Top of Records supplied

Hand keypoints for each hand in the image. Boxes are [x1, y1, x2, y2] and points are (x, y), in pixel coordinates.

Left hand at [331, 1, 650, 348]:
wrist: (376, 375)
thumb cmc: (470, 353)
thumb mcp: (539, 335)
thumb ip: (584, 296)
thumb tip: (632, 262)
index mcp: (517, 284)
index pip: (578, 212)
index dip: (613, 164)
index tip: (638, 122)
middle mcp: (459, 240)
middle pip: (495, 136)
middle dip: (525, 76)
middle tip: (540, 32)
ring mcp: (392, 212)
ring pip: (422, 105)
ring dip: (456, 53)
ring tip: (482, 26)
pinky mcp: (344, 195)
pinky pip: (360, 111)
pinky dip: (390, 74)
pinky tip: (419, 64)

Bottom of Records supplied
Top of Records supplied

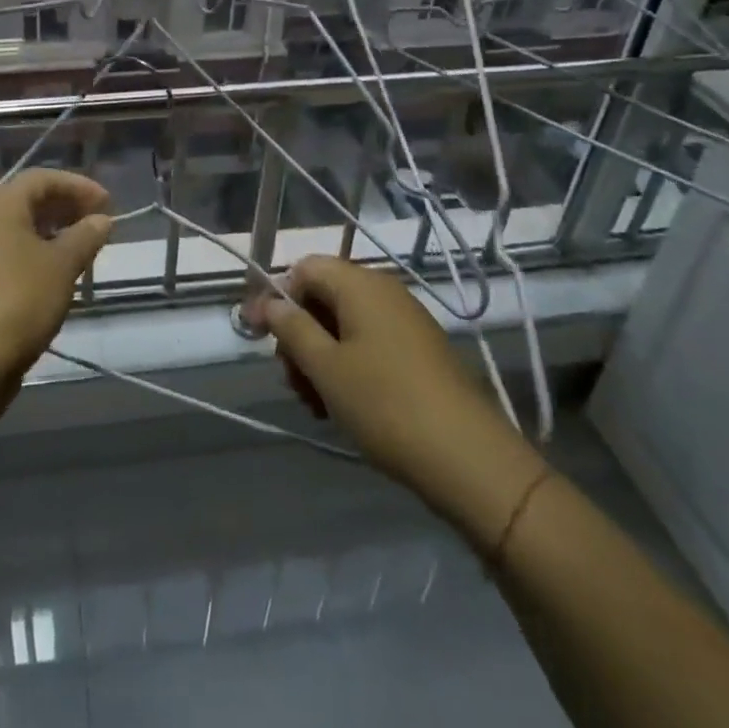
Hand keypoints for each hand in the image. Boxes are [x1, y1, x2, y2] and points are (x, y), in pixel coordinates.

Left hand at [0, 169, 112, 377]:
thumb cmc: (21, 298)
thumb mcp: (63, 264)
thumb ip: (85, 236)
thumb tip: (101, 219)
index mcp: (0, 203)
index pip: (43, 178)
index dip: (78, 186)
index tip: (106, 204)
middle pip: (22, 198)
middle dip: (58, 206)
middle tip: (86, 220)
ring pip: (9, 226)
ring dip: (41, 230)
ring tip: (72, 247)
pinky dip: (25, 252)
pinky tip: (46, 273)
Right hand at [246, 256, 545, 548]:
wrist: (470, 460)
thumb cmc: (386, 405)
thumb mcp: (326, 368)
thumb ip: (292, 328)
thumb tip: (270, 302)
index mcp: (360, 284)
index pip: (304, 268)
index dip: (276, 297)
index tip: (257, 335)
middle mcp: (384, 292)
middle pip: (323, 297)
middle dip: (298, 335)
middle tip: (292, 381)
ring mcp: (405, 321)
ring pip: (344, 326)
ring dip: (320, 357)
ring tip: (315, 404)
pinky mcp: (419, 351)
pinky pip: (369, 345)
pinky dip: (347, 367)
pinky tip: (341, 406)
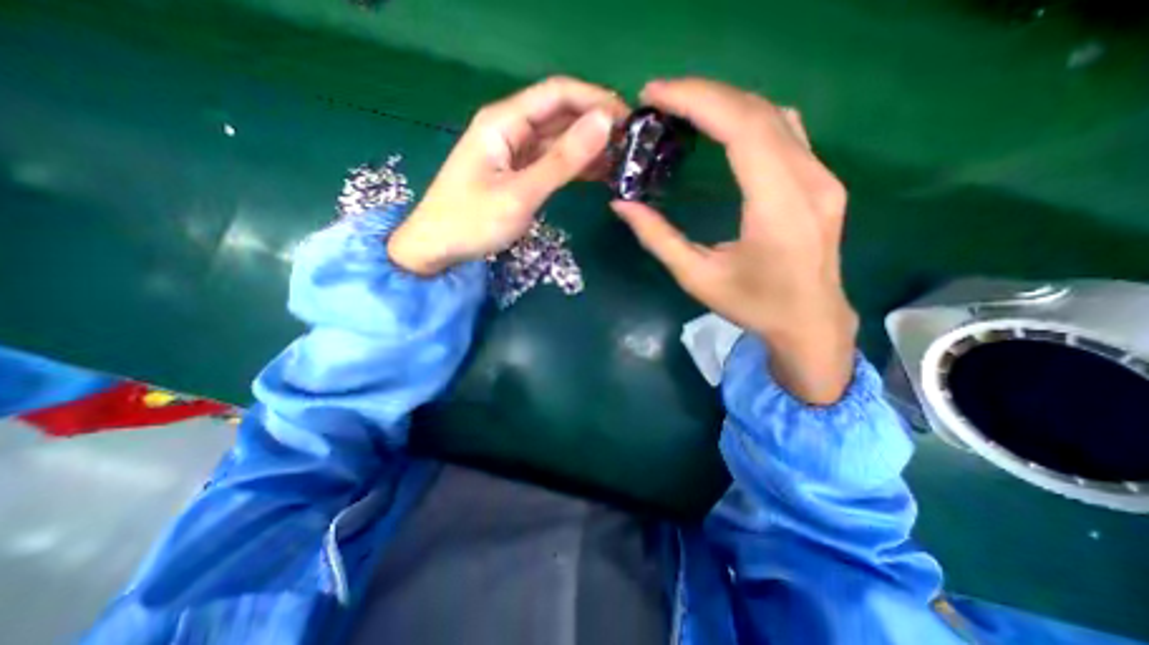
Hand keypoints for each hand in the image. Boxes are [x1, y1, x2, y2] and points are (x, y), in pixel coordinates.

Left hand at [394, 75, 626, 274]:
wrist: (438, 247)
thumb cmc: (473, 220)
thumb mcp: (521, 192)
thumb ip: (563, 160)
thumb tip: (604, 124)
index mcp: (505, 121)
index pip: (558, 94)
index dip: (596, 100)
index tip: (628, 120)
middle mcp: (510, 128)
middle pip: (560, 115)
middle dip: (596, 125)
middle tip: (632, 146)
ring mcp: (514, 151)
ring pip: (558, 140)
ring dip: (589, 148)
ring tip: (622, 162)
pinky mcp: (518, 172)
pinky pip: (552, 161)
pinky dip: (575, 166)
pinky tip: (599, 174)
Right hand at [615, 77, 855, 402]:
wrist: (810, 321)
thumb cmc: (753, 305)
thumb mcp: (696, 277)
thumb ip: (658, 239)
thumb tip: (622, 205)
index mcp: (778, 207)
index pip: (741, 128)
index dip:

Bottom of Records supplied

Work instructions: Show every line above in which the word "Left" is found.

Task solution:
Left hand at [331, 1, 650, 348]:
Left hand at [0, 169, 112, 377]:
Left hand at [394, 75, 626, 274]:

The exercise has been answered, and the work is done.